The conditions under which regression toward the mean occurs depend on the way the term is mathematically defined. Sir Francis Galton first observed the phenomenon in the context of simple linear regression of data points. Galton developed the following model: pellets fall through a quincunx forming a normal distribution centered directly under their entrance point. These pellets could then be released down into a second gallery corresponding to a second measurement occasion. Galton then asked the reverse question, "From where did these pellets come?"
"The answer was not 'on average directly above'. Rather it was 'on average, more towards the middle', for the simple reason that there were more pellets above it towards the middle that could wander left than there were in the left extreme that could wander to the right, inwards" (p 477)
A less restrictive approach is possible.

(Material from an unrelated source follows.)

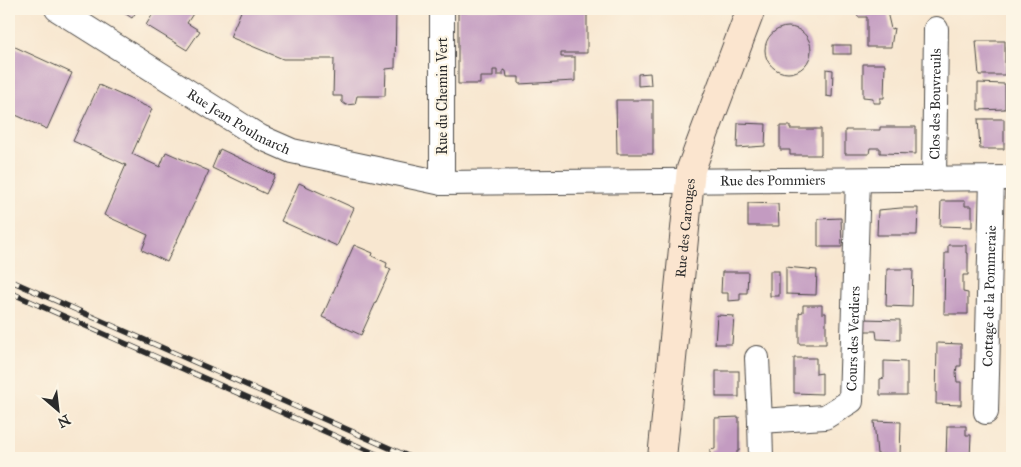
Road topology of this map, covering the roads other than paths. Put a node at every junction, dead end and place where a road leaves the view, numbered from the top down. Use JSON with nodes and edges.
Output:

Regression towards the mean can be defined for any bivariate distribution with identical marginal distributions. Two such definitions exist. One definition accords closely with the common usage of the term “regression towards the mean”. Not all such bivariate distributions show regression towards the mean under this definition. However, all such bivariate distributions show regression towards the mean under the other definition.
Historically, what is now called regression toward the mean has also been called reversion to the mean and reversion to mediocrity.
In finance, the term mean reversion has a different meaning. Jeremy Siegel uses it to describe a financial time series in which "returns can be very unstable in the short run but very stable in the long run." More quantitatively, it is one in which the standard deviation of average annual returns declines faster than the inverse of the holding period, implying that the process is not a random walk, but that periods of lower returns are systematically followed by compensating periods of higher returns, in seasonal businesses for example.